An ad campaign using original short films to highlight the sights and delights of Hot Springs started as a bit of extended education for one of Marketing Director Bill Solleder’s employees at Visit Hot Springs.
To give her more experience with film, Solleder got the employee a spot in Low Key Arts’ six-week Inception to Projection filmmaking program, led by Jennifer Gerber, the former executive director of the Hot Springs Documentary Film Festival.
Nonprofit Low Key Arts organizes the Valley of the Vapors Independent Music Festival and runs KOHS, a solar-powered community radio station.
After learning more about Inception to Projection, Solleder had an idea. “I asked if we could sponsor one of [Gerber’s] programs and give the students a prompt: Make a film to promote Hot Springs.”
Eight students in Gerber’s program ended up making short films that premiered at the Malco Theater in January and are a part of social media pushes in Dallas, Chicago and Memphis. Next, they’ll be screened next week at the 50th annual Governor’s Conference on Tourism in Jonesboro.
“We wanted to give a camera to eight filmmakers and let them tell a story about their community,” Gerber said. “We wanted to see it from the inside out, and that’s what we’ve done here.”
The youngest filmmaker was John Sullivan, a Hot Springs High School student.
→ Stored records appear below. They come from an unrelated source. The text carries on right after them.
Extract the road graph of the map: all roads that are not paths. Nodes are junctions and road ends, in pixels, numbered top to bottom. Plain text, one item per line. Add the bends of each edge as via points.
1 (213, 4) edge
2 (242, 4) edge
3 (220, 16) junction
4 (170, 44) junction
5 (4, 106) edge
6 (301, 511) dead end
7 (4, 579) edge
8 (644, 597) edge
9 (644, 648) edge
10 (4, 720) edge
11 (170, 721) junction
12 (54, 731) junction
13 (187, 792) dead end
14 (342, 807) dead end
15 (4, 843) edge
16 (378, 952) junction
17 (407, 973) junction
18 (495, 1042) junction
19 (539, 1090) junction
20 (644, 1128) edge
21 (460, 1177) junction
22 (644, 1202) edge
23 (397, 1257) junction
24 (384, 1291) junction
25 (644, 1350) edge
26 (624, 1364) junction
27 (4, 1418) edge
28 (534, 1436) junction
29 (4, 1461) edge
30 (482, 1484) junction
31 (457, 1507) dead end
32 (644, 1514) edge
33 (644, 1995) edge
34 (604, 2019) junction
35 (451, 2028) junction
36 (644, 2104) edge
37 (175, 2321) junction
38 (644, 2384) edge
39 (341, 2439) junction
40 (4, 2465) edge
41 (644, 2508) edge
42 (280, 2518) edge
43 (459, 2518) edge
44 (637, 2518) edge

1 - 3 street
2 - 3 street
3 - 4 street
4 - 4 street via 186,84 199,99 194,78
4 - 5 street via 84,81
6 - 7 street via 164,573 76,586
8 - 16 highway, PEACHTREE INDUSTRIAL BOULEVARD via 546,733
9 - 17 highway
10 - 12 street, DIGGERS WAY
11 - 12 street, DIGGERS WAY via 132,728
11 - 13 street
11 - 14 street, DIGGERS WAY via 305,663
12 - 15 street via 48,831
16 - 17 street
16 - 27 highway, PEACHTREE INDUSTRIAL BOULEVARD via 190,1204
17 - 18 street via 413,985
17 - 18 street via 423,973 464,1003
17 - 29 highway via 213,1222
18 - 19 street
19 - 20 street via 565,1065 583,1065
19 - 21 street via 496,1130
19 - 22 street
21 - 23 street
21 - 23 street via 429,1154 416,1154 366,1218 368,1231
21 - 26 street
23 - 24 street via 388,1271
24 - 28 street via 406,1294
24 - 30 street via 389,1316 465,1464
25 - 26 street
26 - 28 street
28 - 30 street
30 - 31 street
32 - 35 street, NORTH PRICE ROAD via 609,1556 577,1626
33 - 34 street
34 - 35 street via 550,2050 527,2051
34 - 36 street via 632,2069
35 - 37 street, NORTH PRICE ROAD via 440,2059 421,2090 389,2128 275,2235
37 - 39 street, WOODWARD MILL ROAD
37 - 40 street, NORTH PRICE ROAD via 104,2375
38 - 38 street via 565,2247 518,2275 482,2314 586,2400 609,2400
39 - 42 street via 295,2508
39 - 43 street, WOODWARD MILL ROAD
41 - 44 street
After a class focused on how to pitch film ideas, more than a dozen film students presented their ideas to Gerber, Solleder and two Little Rock advertising veterans, Waymack & Crew Director Dan Waymack and CJRW Creative Director Wade McCune. The panel chose eight films to pursue, and all of the students worked in various roles in all of the films’ production.
“It’s a wide variety,” Solleder said. “There’s comedy, there’s film noir, there’s one that’s a documentary, and some look more like traditional commercials.”
Ashley Missile’s “Ultimutt Vacation” has a computer-savvy dog named Pecan engineering a Hot Springs vacation for herself and her humans. Lexie Mosby’s “Experience the Wonder” includes just about all of Hot Springs’ attractions, from lakes to trails to pubs to casinos to Oaklawn. “Relax” by Jon Huggins depicts a surprisingly fond meeting between Al Capone and Bugs Moran in a Hot Springs hotel in 1929.
“Oh Romeo” by Sullivan and “Fill Up in Hot Springs” by Stacy Pendergrast portray Hot Springs’ mineral water as an elixir for girl and beast. “See Steve” by Ethan Ledesma tracks a missing groundhog who “needed a vacation, just like everybody else.” Kris Ellis’ “Path of Totality” centers on the coming solar eclipse, and “New Beginnings” by Christopher Millham touts a future of “endless possibilities.”
Solleder said he was unaware of any other destination marketing organization that had worked with an emerging filmmaking program to promote tourism. “It’s a fantastic story,” he said.